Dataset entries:
※ ※ ※

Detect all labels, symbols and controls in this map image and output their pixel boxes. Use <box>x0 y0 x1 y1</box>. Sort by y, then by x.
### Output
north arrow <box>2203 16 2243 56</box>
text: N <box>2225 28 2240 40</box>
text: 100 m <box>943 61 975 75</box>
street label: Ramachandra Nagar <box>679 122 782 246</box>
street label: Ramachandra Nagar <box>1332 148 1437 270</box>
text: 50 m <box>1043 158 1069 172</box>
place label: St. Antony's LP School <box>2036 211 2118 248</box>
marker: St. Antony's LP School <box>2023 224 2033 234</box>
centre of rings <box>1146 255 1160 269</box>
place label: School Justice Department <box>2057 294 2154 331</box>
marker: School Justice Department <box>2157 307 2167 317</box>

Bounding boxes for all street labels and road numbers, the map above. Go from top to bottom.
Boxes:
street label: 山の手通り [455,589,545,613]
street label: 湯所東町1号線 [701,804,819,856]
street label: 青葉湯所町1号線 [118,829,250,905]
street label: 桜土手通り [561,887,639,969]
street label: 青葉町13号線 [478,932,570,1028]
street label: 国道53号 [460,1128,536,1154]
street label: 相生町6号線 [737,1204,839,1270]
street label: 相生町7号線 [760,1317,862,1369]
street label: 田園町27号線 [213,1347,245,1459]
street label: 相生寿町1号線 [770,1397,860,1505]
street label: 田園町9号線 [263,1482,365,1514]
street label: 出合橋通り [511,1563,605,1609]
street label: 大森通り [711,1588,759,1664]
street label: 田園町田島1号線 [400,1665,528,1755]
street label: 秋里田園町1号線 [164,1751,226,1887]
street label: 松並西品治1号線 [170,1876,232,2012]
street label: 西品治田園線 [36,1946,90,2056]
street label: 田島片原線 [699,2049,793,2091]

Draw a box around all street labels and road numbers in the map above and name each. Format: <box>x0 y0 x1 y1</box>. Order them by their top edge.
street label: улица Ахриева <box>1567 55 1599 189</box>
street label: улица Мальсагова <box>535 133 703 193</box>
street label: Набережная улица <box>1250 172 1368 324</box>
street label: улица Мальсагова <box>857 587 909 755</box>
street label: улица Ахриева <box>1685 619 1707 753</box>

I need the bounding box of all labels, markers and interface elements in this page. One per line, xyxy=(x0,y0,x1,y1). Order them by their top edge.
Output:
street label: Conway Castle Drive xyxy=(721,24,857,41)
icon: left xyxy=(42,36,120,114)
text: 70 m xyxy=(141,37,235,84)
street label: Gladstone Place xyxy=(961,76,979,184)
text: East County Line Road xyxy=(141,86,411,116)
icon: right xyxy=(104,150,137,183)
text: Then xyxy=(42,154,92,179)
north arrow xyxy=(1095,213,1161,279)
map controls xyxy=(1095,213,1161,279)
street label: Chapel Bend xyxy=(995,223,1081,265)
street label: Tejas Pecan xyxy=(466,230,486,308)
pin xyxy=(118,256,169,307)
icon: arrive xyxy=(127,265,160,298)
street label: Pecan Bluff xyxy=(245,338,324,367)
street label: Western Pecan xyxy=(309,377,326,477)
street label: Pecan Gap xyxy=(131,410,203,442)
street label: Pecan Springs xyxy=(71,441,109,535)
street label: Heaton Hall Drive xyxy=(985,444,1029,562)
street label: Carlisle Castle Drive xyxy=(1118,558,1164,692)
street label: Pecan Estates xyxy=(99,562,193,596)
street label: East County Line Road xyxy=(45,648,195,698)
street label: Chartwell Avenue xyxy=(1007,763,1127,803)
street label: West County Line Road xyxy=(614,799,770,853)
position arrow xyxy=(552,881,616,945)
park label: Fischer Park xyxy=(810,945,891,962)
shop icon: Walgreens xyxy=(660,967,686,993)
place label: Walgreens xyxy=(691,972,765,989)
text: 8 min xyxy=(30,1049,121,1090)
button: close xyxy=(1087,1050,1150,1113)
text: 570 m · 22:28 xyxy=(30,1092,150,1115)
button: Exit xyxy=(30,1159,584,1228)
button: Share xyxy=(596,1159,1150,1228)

※ ※ ※

[TASK] Whichever lines of the records above hold the word "this" should all be copied out.

[RESPONSE TO THE EXERCISE]
Detect all labels, symbols and controls in this map image and output their pixel boxes. Use <box>x0 y0 x1 y1</box>. Sort by y, then by x.
I need the bounding box of all labels, markers and interface elements in this page. One per line, xyxy=(x0,y0,x1,y1). Order them by their top edge.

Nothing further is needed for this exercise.